摆脱掉石观音之后,一心想要找到重羽的玉维仪才突然想到了一件事情。
不管是面对当初的陆小凤、还是这里的无花、南宫灵,自己屡次都被错认为是重羽。虽然玉维仪自己心知,父亲玉罗刹只有自己这么一个儿子,除非自己还有一个素未蒙面的胞胎兄弟,并且,父亲都有意瞒着自己……
只不过,若说是完全无关的两个人长得近乎一模一样,即使是事实,恐怕也很难让人相信,毕竟,便是玉维仪本身,也对此感到颇为惊奇。
而且,单凭自己一个人,也不知道何年何月才能找到那个据说同自己长得一模一样、此时更是将自己的所有好奇心都调动起来的重羽……
玉维仪心思陡转,很快便将注意打到了石观音的头上。
在玉维仪看来,这种情况下,石观音已经察觉到了自己并非重羽,那么,她会怎么想,几乎是不言而喻的事情——长得如此相像的两个人,除了他们本身,估计任是谁都会认定自己和重羽之间肯定有些关系吧……
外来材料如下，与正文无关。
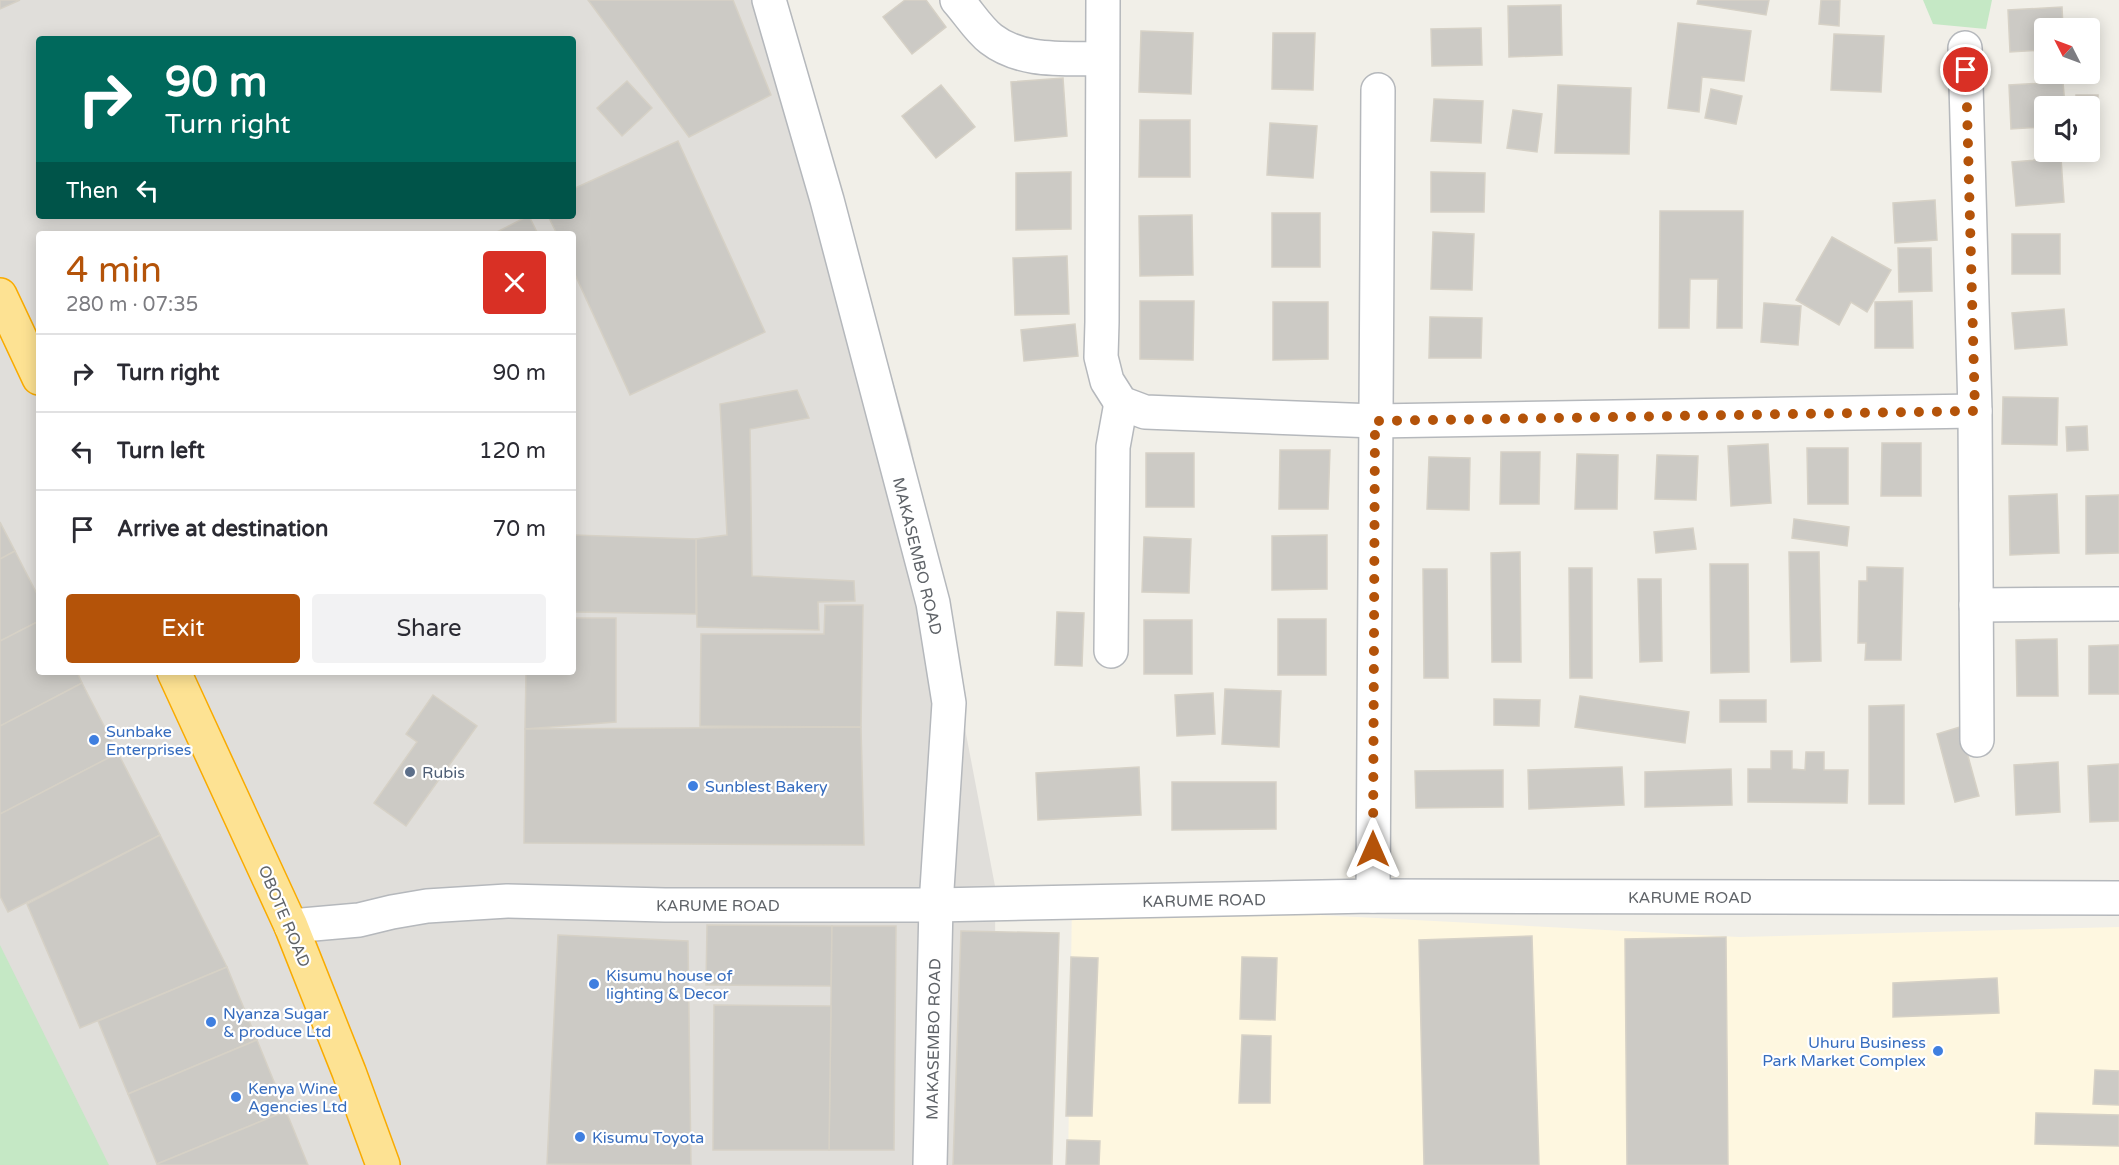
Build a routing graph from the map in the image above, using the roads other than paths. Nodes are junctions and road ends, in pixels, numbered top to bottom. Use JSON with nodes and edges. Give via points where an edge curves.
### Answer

玉维仪不禁想起了初见石观音的时候,对方那种看似温柔缱绻、却满含着势在必得的危险情愫。那个女人的眼神里满是温婉和迷离,却无关任何爱意,玉维仪知道,石观音那种在他看来并不陌生的眼神,只是单纯的对一个看似懵懂五官精致的绝美少年的征服感和占有欲……
想到这里,玉维仪攸得眯起了眼睛。
石观音的那种眼神,让他很难不去想,对方会放过重羽呀……
自己在这里虽然没有什么人脉人手,不过,石观音作为一个几十年后都还偶有传闻的女魔头,自己怎么着也应该相信一下对方的本事才是。
——自己想要找到重羽,似乎是只要跟紧了石观音,等到最后直接截胡,大概就可以了?
院子里花木葱茏,花枝摇曳,精巧的竹帘垂下来,半遮半掩着后面的敞轩,小轩室里面,身着轻纱白裙的女子人影若隐若现。
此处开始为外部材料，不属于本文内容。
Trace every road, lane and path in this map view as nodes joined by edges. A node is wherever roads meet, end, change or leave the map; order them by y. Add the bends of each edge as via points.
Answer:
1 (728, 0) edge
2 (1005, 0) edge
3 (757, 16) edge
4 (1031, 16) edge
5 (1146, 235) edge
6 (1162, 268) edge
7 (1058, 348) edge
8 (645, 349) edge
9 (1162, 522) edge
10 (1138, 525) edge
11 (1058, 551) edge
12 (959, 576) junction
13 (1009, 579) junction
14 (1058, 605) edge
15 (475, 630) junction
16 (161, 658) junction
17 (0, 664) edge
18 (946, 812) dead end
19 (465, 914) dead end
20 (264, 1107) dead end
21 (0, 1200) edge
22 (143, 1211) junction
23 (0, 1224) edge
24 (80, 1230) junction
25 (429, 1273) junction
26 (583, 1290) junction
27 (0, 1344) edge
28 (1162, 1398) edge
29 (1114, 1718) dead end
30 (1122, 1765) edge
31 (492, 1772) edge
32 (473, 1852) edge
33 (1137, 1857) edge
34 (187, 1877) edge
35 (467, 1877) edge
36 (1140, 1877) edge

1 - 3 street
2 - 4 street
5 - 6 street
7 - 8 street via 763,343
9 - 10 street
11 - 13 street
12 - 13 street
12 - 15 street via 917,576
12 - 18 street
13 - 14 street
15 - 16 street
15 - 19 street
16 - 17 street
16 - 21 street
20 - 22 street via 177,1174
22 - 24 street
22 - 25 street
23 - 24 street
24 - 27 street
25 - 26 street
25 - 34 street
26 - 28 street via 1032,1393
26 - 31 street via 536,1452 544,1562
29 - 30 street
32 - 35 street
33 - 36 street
石观音坐在石凳上,面覆轻纱,纤细而优美的手指按在紫砂的茶壶上,悠然而闲适的慢慢倒了一小杯茶。
同玉维仪正面交锋后的愤怒火气已经渐渐压了下来,石观音的姿态优美,在风吹木叶、花影浮动的小轩室中衣袂翩翩,宛若一副风情缱绻、令人回味无穷的水墨画。
“母亲……”无花的声音很低,事情全部被搞砸了,即使是石观音的亲生儿子,面对石观音的时候,也显得尤为势弱……
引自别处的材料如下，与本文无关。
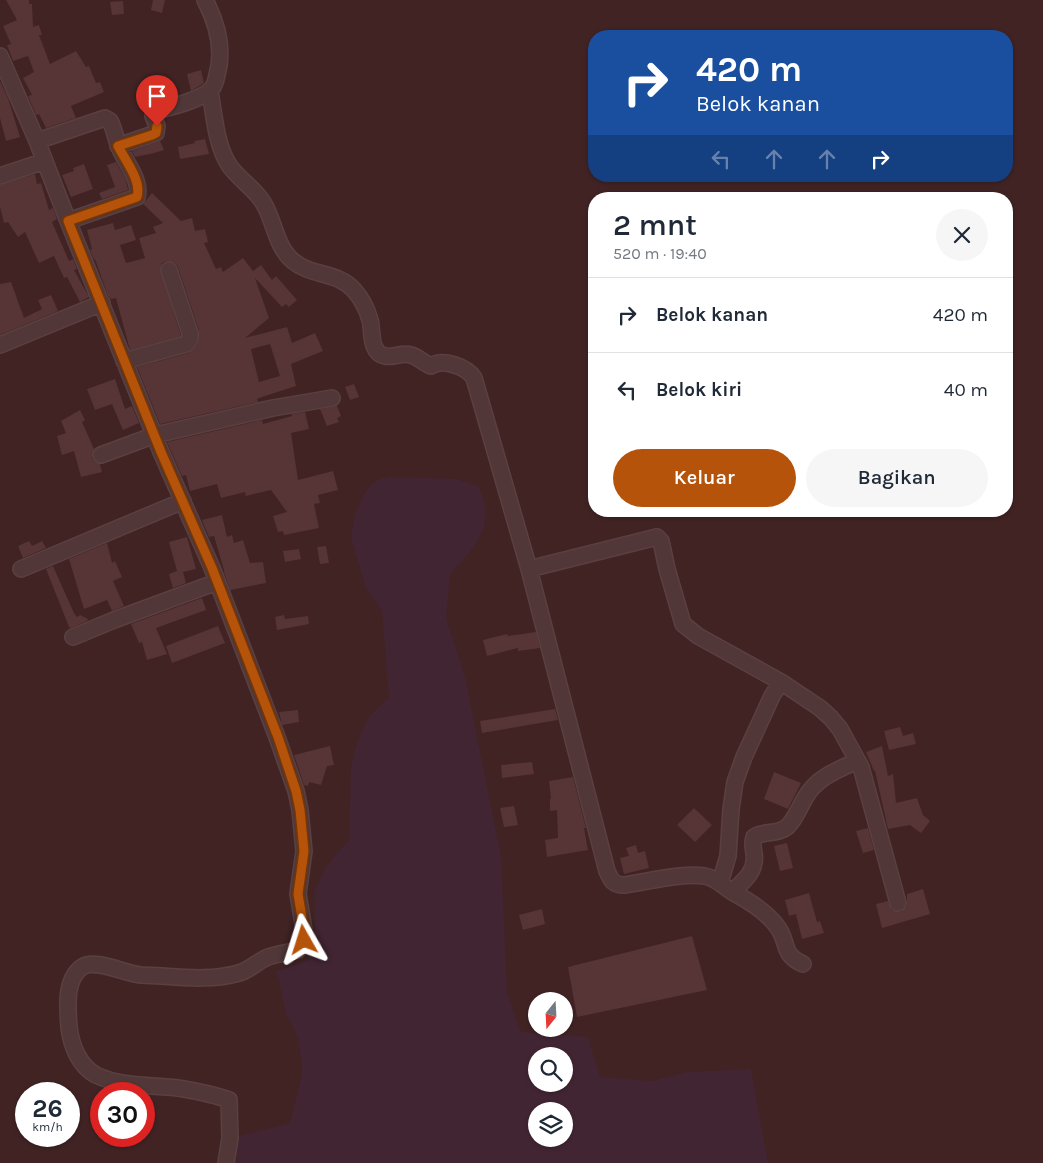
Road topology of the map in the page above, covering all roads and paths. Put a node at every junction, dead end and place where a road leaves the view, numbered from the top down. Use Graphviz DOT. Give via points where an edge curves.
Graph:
graph roads {
  1 [pos="205,0"];
  2 [pos="0,56"];
  3 [pos="210,91"];
  4 [pos="38,141"];
  5 [pos="118,146"];
  6 [pos="45,161"];
  7 [pos="0,176"];
  8 [pos="68,221"];
  9 [pos="169,270"];
  10 [pos="102,303"];
  11 [pos="0,345"];
  12 [pos="124,361"];
  13 [pos="332,398"];
  14 [pos="155,435"];
  15 [pos="101,455"];
  16 [pos="183,500"];
  17 [pos="21,568"];
  18 [pos="529,569"];
  19 [pos="217,582"];
  20 [pos="73,637"];
  21 [pos="781,682"];
  22 [pos="857,761"];
  23 [pos="726,888"];
  24 [pos="898,903"];
  25 [pos="803,964"];
  26 [pos="226,1163"];
  1 -- 3 [label="street" via="220,46 220,64"];
  2 -- 4 [label="street"];
  3 -- 5 [label="street" via="157,111 153,116 156,133"];
  3 -- 18 [label="street" via="222,152 229,165 263,202 284,252 295,263 340,278 353,289 371,320 377,351 384,356 413,355 431,366 440,362 461,367 474,378"];
  4 -- 5 [label="street" via="104,118 110,121"];
  4 -- 6 [label="street"];
  5 -- 8 [label="street" via="134,178 137,197"];
  6 -- 7 [label="street"];
  6 -- 8 [label="street"];
  8 -- 10 [label="street"];
  9 -- 12 [label="street" via="190,339 186,344"];
  10 -- 11 [label="street"];
  10 -- 12 [label="street"];
  12 -- 14 [label="street"];
  13 -- 14 [label="street"];
  14 -- 15 [label="street"];
  14 -- 16 [label="street"];
  16 -- 17 [label="street"];
  16 -- 19 [label="street"];
  18 -- 21 [label="street" via="657,537 683,624 698,636"];
  18 -- 23 [label="street" via="611,880 624,885 695,875 710,878"];
  19 -- 20 [label="street"];
  19 -- 26 [label="street" via="296,791 304,851 298,894 304,940 298,950 268,957 244,972 218,977 137,974 88,965 75,976 68,1000 72,1044 84,1065 94,1074 110,1080 229,1100 230,1138"];
  21 -- 22 [label="street" via="831,718"];
  21 -- 23 [label="street" via="735,782"];
  22 -- 23 [label="street" via="814,784 788,826 754,837 753,869 743,882"];
  22 -- 24 [label="street"];
  23 -- 25 [label="street" via="759,909 776,925 788,954"];
}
石观音的声音依旧清雅而悦耳,然而,骨子里的那种淡漠和冷酷,却也让人不寒而栗。
她用茶盏拂了拂水面上舒展开后还在慢慢打着旋的绿色茶叶,轻轻淡淡的道:“——所以你这次来,就是为了告诉我,南宫灵身为丐帮帮主,却在丐帮总坛里突然消失,到了现在依旧下落不明。而丐帮内部,你本来就说不上话,南宫灵不在之后,完全是丐帮的四大长老在主事,你现在对此却一筹莫展?”
“……”面对石观音冷冷淡淡的问话,无花低着头,屏住呼吸,连大气也不敢出一声。
一片惊人的死寂之后,石观音缓缓开口道:“南宫灵的下落,有什么眉目吗?”
无花的脸上浮现出一丝迟疑之色,直到石观音有些不耐烦的瞥过来,他才如同孤注一掷般的低声回答道:“我怀疑是重羽还有那个黑衣少年……那个黑衣少年的身份我到现在也查不出,而且,对方的手底下分明还有一股势力藏在暗处……”
石观音极为干脆果断的否决道:“不是重羽!”
无花微微一怔,抬起头困惑不解的望向石观音。毕竟,重羽出手抢夺了他手里剩下的天一神水之后,可是亲自潜入丐帮总坛下毒,险些置南宫灵于死地的,这件事,乃是自己亲眼所见,石观音也已经清楚……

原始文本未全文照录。